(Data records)
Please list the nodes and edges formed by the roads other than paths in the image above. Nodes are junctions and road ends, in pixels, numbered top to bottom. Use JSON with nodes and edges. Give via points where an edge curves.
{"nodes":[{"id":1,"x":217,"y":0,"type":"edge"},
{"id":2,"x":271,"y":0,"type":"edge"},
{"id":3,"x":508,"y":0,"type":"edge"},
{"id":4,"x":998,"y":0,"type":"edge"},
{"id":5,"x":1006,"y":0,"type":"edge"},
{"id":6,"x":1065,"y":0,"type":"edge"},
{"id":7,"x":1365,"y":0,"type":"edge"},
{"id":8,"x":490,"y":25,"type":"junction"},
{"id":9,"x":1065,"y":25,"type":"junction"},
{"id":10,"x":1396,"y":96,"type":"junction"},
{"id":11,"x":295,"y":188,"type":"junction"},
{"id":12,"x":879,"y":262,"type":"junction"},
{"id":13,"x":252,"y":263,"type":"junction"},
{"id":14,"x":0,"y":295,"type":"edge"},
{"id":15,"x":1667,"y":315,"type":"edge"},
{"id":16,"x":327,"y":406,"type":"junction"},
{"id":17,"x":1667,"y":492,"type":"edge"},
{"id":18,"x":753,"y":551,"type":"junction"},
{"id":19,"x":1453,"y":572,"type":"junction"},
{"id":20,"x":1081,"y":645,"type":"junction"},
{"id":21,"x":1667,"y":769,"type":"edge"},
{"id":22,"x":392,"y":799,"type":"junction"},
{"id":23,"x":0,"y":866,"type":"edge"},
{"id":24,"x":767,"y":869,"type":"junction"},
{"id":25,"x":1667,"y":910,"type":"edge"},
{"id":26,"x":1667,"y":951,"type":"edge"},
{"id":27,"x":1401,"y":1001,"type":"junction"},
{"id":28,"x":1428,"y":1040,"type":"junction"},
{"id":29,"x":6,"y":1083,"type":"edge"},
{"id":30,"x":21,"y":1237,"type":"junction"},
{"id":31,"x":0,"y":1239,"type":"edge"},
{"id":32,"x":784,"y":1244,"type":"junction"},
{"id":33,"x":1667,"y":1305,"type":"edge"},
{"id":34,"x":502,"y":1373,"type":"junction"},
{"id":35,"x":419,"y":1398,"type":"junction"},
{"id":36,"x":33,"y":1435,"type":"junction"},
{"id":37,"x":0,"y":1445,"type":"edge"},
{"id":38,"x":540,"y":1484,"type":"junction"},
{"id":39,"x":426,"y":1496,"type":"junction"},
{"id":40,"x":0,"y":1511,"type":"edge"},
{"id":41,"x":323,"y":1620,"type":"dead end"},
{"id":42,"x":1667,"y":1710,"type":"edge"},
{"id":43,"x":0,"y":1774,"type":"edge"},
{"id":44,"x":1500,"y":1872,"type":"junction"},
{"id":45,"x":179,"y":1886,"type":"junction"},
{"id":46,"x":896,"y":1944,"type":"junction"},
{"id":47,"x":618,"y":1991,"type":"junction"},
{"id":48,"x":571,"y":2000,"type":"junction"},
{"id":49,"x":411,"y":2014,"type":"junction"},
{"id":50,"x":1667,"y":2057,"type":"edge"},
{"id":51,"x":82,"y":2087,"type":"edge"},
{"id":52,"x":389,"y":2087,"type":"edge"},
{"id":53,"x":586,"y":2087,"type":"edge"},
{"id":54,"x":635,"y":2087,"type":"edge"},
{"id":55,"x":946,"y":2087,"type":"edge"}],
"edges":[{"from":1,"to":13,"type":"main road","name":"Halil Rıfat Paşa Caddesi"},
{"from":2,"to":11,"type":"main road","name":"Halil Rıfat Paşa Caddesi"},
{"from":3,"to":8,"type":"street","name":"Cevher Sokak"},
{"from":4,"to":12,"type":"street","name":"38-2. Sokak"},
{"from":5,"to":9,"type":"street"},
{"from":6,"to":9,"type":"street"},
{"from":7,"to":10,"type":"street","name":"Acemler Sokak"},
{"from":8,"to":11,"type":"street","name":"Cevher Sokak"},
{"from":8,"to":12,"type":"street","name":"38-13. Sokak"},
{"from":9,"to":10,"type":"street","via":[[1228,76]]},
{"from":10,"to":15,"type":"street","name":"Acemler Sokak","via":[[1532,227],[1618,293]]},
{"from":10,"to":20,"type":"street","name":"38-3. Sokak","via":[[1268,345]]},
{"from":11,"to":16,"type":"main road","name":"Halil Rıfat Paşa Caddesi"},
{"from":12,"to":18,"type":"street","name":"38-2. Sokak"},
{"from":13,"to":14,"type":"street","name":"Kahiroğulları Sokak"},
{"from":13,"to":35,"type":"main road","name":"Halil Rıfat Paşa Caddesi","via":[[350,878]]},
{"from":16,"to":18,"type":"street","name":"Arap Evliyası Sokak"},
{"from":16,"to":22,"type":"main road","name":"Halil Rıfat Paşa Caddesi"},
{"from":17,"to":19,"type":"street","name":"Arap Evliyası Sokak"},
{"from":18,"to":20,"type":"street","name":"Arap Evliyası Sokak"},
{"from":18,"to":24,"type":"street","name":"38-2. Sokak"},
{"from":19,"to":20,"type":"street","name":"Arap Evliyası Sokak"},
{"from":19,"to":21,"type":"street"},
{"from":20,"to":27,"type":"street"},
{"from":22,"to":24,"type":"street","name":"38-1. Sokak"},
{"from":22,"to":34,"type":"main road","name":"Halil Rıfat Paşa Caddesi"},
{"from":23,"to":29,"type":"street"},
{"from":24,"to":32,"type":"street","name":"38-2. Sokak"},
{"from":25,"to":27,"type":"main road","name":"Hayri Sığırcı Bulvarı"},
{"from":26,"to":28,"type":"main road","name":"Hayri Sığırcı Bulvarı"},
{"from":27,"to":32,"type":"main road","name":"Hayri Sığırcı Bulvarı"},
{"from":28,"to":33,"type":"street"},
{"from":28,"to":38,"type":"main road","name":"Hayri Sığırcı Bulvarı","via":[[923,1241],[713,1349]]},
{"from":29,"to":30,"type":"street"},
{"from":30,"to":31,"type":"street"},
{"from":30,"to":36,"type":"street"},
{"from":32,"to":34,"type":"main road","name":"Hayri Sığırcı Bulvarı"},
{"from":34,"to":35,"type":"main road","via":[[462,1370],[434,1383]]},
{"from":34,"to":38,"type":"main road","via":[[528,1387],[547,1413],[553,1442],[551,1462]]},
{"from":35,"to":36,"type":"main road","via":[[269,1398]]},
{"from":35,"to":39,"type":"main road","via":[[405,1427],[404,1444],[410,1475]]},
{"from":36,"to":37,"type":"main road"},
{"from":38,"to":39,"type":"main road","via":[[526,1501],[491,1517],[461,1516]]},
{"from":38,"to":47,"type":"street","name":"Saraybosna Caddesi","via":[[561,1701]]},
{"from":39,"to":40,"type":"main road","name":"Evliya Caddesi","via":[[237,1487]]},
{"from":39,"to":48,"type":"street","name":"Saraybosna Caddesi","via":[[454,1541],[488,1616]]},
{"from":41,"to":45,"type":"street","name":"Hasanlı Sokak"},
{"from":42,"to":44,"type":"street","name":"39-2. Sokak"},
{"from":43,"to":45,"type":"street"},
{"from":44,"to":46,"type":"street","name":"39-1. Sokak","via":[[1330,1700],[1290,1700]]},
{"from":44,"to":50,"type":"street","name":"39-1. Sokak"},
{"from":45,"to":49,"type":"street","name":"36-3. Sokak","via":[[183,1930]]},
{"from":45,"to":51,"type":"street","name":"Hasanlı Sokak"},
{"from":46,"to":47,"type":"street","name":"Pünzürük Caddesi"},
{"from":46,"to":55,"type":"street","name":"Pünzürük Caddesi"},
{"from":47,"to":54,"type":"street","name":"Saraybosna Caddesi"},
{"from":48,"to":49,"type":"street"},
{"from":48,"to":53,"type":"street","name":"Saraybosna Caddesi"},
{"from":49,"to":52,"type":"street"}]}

**Problem statement:** Without omitting anything, set down all the entries above again.

**Written answer:**
Please list the nodes and edges formed by the roads other than paths in the image above. Nodes are junctions and road ends, in pixels, numbered top to bottom. Use JSON with nodes and edges. Give via points where an edge curves.
{"nodes":[{"id":1,"x":217,"y":0,"type":"edge"},
{"id":2,"x":271,"y":0,"type":"edge"},
{"id":3,"x":508,"y":0,"type":"edge"},
{"id":4,"x":998,"y":0,"type":"edge"},
{"id":5,"x":1006,"y":0,"type":"edge"},
{"id":6,"x":1065,"y":0,"type":"edge"},
{"id":7,"x":1365,"y":0,"type":"edge"},
{"id":8,"x":490,"y":25,"type":"junction"},
{"id":9,"x":1065,"y":25,"type":"junction"},
{"id":10,"x":1396,"y":96,"type":"junction"},
{"id":11,"x":295,"y":188,"type":"junction"},
{"id":12,"x":879,"y":262,"type":"junction"},
{"id":13,"x":252,"y":263,"type":"junction"},
{"id":14,"x":0,"y":295,"type":"edge"},
{"id":15,"x":1667,"y":315,"type":"edge"},
{"id":16,"x":327,"y":406,"type":"junction"},
{"id":17,"x":1667,"y":492,"type":"edge"},
{"id":18,"x":753,"y":551,"type":"junction"},
{"id":19,"x":1453,"y":572,"type":"junction"},
{"id":20,"x":1081,"y":645,"type":"junction"},
{"id":21,"x":1667,"y":769,"type":"edge"},
{"id":22,"x":392,"y":799,"type":"junction"},
{"id":23,"x":0,"y":866,"type":"edge"},
{"id":24,"x":767,"y":869,"type":"junction"},
{"id":25,"x":1667,"y":910,"type":"edge"},
{"id":26,"x":1667,"y":951,"type":"edge"},
{"id":27,"x":1401,"y":1001,"type":"junction"},
{"id":28,"x":1428,"y":1040,"type":"junction"},
{"id":29,"x":6,"y":1083,"type":"edge"},
{"id":30,"x":21,"y":1237,"type":"junction"},
{"id":31,"x":0,"y":1239,"type":"edge"},
{"id":32,"x":784,"y":1244,"type":"junction"},
{"id":33,"x":1667,"y":1305,"type":"edge"},
{"id":34,"x":502,"y":1373,"type":"junction"},
{"id":35,"x":419,"y":1398,"type":"junction"},
{"id":36,"x":33,"y":1435,"type":"junction"},
{"id":37,"x":0,"y":1445,"type":"edge"},
{"id":38,"x":540,"y":1484,"type":"junction"},
{"id":39,"x":426,"y":1496,"type":"junction"},
{"id":40,"x":0,"y":1511,"type":"edge"},
{"id":41,"x":323,"y":1620,"type":"dead end"},
{"id":42,"x":1667,"y":1710,"type":"edge"},
{"id":43,"x":0,"y":1774,"type":"edge"},
{"id":44,"x":1500,"y":1872,"type":"junction"},
{"id":45,"x":179,"y":1886,"type":"junction"},
{"id":46,"x":896,"y":1944,"type":"junction"},
{"id":47,"x":618,"y":1991,"type":"junction"},
{"id":48,"x":571,"y":2000,"type":"junction"},
{"id":49,"x":411,"y":2014,"type":"junction"},
{"id":50,"x":1667,"y":2057,"type":"edge"},
{"id":51,"x":82,"y":2087,"type":"edge"},
{"id":52,"x":389,"y":2087,"type":"edge"},
{"id":53,"x":586,"y":2087,"type":"edge"},
{"id":54,"x":635,"y":2087,"type":"edge"},
{"id":55,"x":946,"y":2087,"type":"edge"}],
"edges":[{"from":1,"to":13,"type":"main road","name":"Halil Rıfat Paşa Caddesi"},
{"from":2,"to":11,"type":"main road","name":"Halil Rıfat Paşa Caddesi"},
{"from":3,"to":8,"type":"street","name":"Cevher Sokak"},
{"from":4,"to":12,"type":"street","name":"38-2. Sokak"},
{"from":5,"to":9,"type":"street"},
{"from":6,"to":9,"type":"street"},
{"from":7,"to":10,"type":"street","name":"Acemler Sokak"},
{"from":8,"to":11,"type":"street","name":"Cevher Sokak"},
{"from":8,"to":12,"type":"street","name":"38-13. Sokak"},
{"from":9,"to":10,"type":"street","via":[[1228,76]]},
{"from":10,"to":15,"type":"street","name":"Acemler Sokak","via":[[1532,227],[1618,293]]},
{"from":10,"to":20,"type":"street","name":"38-3. Sokak","via":[[1268,345]]},
{"from":11,"to":16,"type":"main road","name":"Halil Rıfat Paşa Caddesi"},
{"from":12,"to":18,"type":"street","name":"38-2. Sokak"},
{"from":13,"to":14,"type":"street","name":"Kahiroğulları Sokak"},
{"from":13,"to":35,"type":"main road","name":"Halil Rıfat Paşa Caddesi","via":[[350,878]]},
{"from":16,"to":18,"type":"street","name":"Arap Evliyası Sokak"},
{"from":16,"to":22,"type":"main road","name":"Halil Rıfat Paşa Caddesi"},
{"from":17,"to":19,"type":"street","name":"Arap Evliyası Sokak"},
{"from":18,"to":20,"type":"street","name":"Arap Evliyası Sokak"},
{"from":18,"to":24,"type":"street","name":"38-2. Sokak"},
{"from":19,"to":20,"type":"street","name":"Arap Evliyası Sokak"},
{"from":19,"to":21,"type":"street"},
{"from":20,"to":27,"type":"street"},
{"from":22,"to":24,"type":"street","name":"38-1. Sokak"},
{"from":22,"to":34,"type":"main road","name":"Halil Rıfat Paşa Caddesi"},
{"from":23,"to":29,"type":"street"},
{"from":24,"to":32,"type":"street","name":"38-2. Sokak"},
{"from":25,"to":27,"type":"main road","name":"Hayri Sığırcı Bulvarı"},
{"from":26,"to":28,"type":"main road","name":"Hayri Sığırcı Bulvarı"},
{"from":27,"to":32,"type":"main road","name":"Hayri Sığırcı Bulvarı"},
{"from":28,"to":33,"type":"street"},
{"from":28,"to":38,"type":"main road","name":"Hayri Sığırcı Bulvarı","via":[[923,1241],[713,1349]]},
{"from":29,"to":30,"type":"street"},
{"from":30,"to":31,"type":"street"},
{"from":30,"to":36,"type":"street"},
{"from":32,"to":34,"type":"main road","name":"Hayri Sığırcı Bulvarı"},
{"from":34,"to":35,"type":"main road","via":[[462,1370],[434,1383]]},
{"from":34,"to":38,"type":"main road","via":[[528,1387],[547,1413],[553,1442],[551,1462]]},
{"from":35,"to":36,"type":"main road","via":[[269,1398]]},
{"from":35,"to":39,"type":"main road","via":[[405,1427],[404,1444],[410,1475]]},
{"from":36,"to":37,"type":"main road"},
{"from":38,"to":39,"type":"main road","via":[[526,1501],[491,1517],[461,1516]]},
{"from":38,"to":47,"type":"street","name":"Saraybosna Caddesi","via":[[561,1701]]},
{"from":39,"to":40,"type":"main road","name":"Evliya Caddesi","via":[[237,1487]]},
{"from":39,"to":48,"type":"street","name":"Saraybosna Caddesi","via":[[454,1541],[488,1616]]},
{"from":41,"to":45,"type":"street","name":"Hasanlı Sokak"},
{"from":42,"to":44,"type":"street","name":"39-2. Sokak"},
{"from":43,"to":45,"type":"street"},
{"from":44,"to":46,"type":"street","name":"39-1. Sokak","via":[[1330,1700],[1290,1700]]},
{"from":44,"to":50,"type":"street","name":"39-1. Sokak"},
{"from":45,"to":49,"type":"street","name":"36-3. Sokak","via":[[183,1930]]},
{"from":45,"to":51,"type":"street","name":"Hasanlı Sokak"},
{"from":46,"to":47,"type":"street","name":"Pünzürük Caddesi"},
{"from":46,"to":55,"type":"street","name":"Pünzürük Caddesi"},
{"from":47,"to":54,"type":"street","name":"Saraybosna Caddesi"},
{"from":48,"to":49,"type":"street"},
{"from":48,"to":53,"type":"street","name":"Saraybosna Caddesi"},
{"from":49,"to":52,"type":"street"}]}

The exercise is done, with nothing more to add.